(RECORD EXTRACTS)

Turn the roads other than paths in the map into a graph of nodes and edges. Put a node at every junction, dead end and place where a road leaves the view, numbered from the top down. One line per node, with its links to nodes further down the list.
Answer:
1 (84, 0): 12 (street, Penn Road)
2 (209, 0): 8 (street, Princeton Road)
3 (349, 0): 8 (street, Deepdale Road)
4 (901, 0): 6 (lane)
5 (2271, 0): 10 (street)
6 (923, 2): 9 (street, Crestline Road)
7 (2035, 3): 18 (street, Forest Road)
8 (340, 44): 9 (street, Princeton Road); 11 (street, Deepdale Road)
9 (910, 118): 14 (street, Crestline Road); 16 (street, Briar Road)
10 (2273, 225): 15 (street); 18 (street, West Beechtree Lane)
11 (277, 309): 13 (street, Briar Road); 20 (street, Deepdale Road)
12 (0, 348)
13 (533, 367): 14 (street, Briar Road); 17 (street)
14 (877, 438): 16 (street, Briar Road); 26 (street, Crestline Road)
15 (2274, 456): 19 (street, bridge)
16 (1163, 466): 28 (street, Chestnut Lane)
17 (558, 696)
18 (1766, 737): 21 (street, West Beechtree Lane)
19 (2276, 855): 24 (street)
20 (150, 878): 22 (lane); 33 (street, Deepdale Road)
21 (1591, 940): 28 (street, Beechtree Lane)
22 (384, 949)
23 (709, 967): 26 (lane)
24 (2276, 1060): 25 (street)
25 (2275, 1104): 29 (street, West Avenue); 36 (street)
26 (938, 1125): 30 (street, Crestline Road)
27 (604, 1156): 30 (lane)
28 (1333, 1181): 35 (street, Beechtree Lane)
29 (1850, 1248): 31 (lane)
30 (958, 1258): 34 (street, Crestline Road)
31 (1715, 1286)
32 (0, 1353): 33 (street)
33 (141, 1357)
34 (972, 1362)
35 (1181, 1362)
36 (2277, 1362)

(End RECORD EXTRACTS)
(RECORD EXTRACTS)

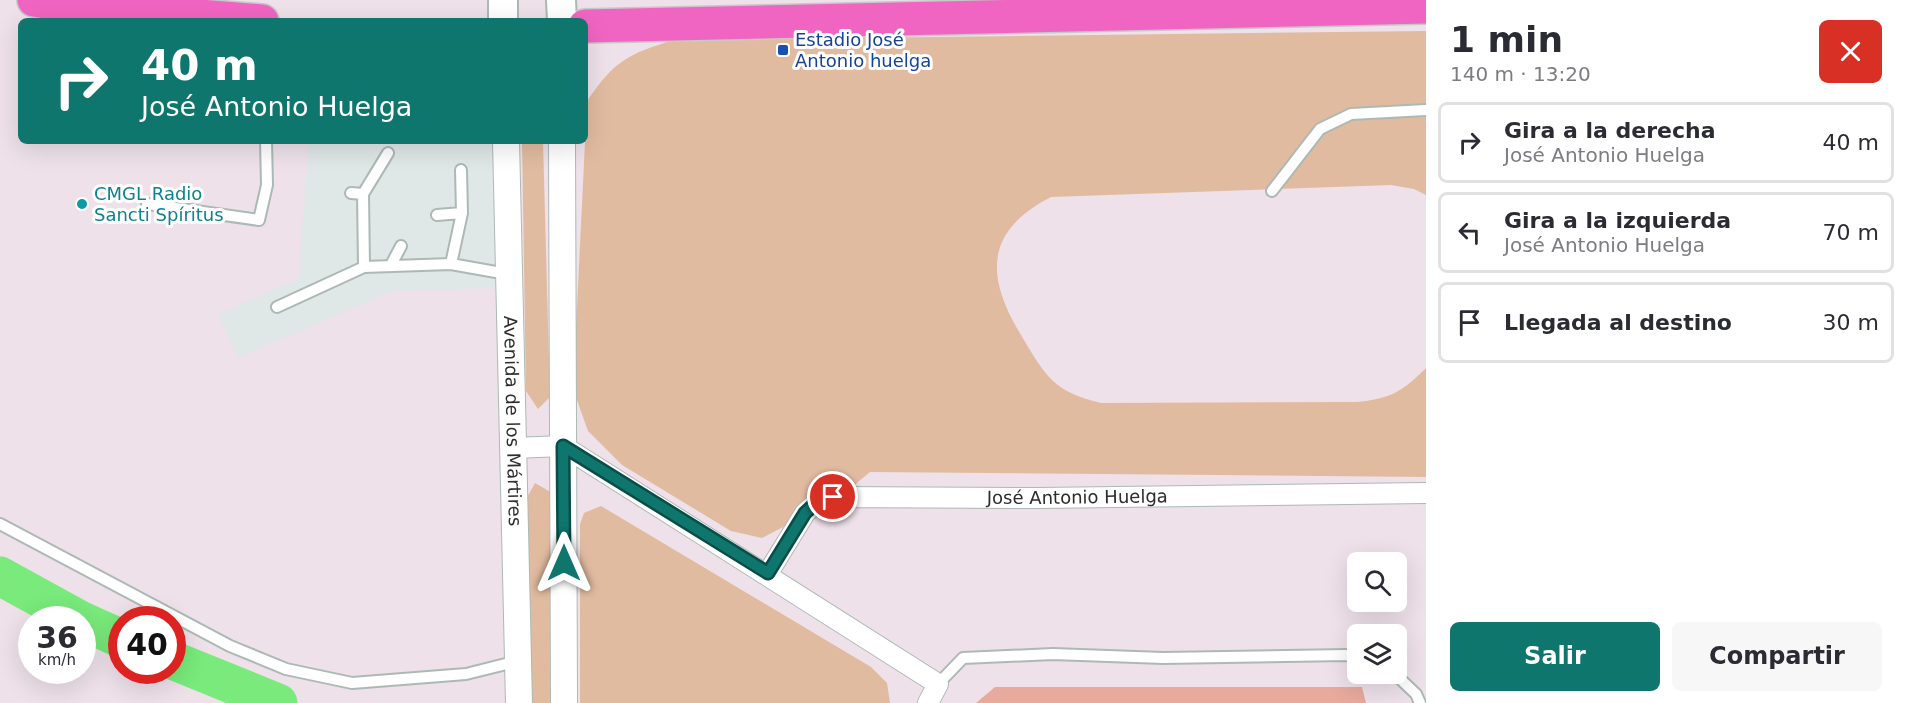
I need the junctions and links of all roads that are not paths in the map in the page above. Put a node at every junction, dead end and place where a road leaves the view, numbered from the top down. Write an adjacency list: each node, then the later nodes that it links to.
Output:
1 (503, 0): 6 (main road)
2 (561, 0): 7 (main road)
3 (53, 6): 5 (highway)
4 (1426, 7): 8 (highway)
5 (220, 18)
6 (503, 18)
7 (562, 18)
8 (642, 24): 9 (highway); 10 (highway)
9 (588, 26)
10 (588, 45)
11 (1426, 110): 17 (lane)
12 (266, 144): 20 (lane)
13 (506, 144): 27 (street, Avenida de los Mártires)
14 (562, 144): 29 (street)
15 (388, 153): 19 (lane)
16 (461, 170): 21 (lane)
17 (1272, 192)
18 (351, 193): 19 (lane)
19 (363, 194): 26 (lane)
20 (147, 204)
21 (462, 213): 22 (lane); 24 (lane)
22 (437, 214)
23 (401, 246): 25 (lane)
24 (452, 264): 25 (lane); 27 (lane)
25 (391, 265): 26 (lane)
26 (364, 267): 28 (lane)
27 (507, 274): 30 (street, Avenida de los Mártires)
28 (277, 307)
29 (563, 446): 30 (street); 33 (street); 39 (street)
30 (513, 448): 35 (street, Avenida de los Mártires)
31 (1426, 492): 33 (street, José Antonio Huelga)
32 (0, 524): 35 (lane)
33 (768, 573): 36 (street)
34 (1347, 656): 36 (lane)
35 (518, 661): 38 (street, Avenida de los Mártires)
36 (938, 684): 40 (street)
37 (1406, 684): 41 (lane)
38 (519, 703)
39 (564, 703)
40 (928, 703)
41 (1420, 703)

(End RECORD EXTRACTS)

• [EXERCISE DESCRIPTION]: I need every line of the data that has the word "place"; please list them.

• [RESPONSE TO THIS EXERCISE]:
Turn the roads other than paths in the map into a graph of nodes and edges. Put a node at every junction, dead end and place where a road leaves the view, numbered from the top down. One line per node, with its links to nodes further down the list.
I need the junctions and links of all roads that are not paths in the map in the page above. Put a node at every junction, dead end and place where a road leaves the view, numbered from the top down. Write an adjacency list: each node, then the later nodes that it links to.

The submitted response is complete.